Bulgaria's president Rosen Plevenliev chimed in, asking to “stop with the speculations that fleets will be set up against anyone,” adding that “Bulgaria is a peaceful country and its foreign policy is not aimed at anyone."

Bulgaria's neighbor to the north also opined, when its President Klaus Iohannis, who visited Bulgaria on June 15-16, and discussed the initiative with both Borisov and Plevneliev, said the initiative’s sole purpose is “practical cooperation in joint exercise.” Iohannis called the news about NATO fleet in the Black Sea a “misconception.”

“Nobody wants to create NATO fleet. That’s nonsense. NATO has neither the resources nor the desire to maintain a Black Sea fleet,” Iohannis said as cited by TASS.

Bulgaria and Romania may be surprised: if recent NATO determination to bring the conflict into Russia's back yard, the two nations may be forced to choose if they wish to maintain their NATO membership as it puts them clearly in harm's way as a Russian retaliation would impact the two Black Sea nations first.

And then there is the Turkey "wildcard" - in May, Turkey’s President Recep Tayyip Erdogan said that NATO is paying insufficient attention to the Black Sea region. “The Black Sea has almost become a Russian lake,’” Erdogan said at a meeting of heads of general staff of Balkan nations in Istanbul.
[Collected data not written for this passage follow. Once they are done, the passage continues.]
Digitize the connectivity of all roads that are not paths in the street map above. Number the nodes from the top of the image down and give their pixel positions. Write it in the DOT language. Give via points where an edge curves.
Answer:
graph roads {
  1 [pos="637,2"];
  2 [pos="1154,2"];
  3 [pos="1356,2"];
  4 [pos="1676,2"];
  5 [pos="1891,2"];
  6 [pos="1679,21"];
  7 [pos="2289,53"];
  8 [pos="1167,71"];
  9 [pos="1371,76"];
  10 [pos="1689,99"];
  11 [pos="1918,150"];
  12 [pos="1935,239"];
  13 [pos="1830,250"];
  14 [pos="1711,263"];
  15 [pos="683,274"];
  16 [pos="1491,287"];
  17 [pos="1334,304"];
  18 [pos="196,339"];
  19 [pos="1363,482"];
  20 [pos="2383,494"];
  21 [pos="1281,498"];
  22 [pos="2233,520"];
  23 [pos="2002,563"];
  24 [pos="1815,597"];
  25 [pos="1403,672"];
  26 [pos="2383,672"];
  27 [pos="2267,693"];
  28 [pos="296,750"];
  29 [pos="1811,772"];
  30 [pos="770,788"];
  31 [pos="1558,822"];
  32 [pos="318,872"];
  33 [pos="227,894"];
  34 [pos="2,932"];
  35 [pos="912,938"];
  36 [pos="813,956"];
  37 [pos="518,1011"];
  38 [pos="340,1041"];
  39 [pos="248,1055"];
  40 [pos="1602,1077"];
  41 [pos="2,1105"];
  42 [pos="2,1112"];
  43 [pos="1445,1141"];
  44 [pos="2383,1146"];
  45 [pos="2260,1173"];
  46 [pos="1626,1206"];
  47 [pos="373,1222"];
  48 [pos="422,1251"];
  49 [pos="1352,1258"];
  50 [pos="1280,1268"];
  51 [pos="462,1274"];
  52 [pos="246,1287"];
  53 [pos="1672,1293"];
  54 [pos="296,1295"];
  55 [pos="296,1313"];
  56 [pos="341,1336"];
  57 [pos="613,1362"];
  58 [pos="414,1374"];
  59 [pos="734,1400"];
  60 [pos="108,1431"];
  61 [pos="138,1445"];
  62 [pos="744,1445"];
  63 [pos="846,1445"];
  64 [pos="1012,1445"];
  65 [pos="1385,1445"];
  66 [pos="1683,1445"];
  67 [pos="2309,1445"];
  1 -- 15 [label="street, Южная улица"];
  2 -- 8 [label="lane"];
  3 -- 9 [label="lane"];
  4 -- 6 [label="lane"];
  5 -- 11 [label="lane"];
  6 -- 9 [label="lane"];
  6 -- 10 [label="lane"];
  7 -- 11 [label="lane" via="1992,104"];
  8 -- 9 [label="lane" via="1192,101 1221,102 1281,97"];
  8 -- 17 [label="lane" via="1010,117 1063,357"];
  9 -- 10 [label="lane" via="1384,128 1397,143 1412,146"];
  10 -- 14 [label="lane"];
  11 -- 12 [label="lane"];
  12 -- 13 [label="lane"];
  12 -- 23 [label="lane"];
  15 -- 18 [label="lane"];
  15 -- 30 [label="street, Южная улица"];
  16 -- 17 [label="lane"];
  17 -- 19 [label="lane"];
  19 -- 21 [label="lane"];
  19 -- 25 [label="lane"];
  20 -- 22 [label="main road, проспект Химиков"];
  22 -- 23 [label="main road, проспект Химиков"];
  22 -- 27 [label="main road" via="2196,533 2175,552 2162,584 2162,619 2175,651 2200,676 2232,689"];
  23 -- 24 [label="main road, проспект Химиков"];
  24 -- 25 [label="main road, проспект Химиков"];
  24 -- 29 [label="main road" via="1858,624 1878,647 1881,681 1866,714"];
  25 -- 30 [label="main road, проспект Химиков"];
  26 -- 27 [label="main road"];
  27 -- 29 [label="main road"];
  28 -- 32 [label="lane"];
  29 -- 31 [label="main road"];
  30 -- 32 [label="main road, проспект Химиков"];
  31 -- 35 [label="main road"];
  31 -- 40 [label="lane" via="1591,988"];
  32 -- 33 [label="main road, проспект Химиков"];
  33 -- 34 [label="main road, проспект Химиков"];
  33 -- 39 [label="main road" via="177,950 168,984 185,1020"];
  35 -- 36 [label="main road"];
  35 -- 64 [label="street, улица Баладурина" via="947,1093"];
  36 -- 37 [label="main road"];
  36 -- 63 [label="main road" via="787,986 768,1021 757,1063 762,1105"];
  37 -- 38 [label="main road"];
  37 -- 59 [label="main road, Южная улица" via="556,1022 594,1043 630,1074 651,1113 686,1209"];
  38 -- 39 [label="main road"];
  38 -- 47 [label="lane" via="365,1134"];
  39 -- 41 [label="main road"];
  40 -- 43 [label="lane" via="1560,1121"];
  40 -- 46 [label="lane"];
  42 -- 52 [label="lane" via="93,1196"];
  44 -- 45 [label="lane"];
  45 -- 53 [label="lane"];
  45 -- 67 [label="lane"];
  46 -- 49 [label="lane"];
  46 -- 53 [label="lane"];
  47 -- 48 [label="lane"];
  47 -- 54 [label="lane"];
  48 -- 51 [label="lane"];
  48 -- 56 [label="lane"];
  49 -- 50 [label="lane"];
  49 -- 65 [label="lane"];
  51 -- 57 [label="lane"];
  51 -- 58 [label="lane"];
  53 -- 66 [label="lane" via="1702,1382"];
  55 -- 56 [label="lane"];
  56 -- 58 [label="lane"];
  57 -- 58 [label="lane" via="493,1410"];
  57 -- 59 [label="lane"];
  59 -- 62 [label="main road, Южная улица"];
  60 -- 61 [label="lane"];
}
Needless to say, relations between Turkey and Russia in recent months have been anything but good, and which brings us to the final point: as Turkey's Yeni Safak newspaper reported yesterday, Erdogan "stressed the significance of the defense industry, saying that Turkey will soon start producing an aircraft carrier after an Anatolian ship." Erdo?an's remarks were made in his speech at a launching ceremony of the Istanbul Naval Shipyard. "There isn't any obstacle to producing our own aircraft carrier. It is possible with this determined government and state," said Erdogan.

Because the only thing the rapidly escalating war of words (and perhaps more in the near future) between NATO and Russia needs is a Turkey aircraft carrier operating in the Black Sea.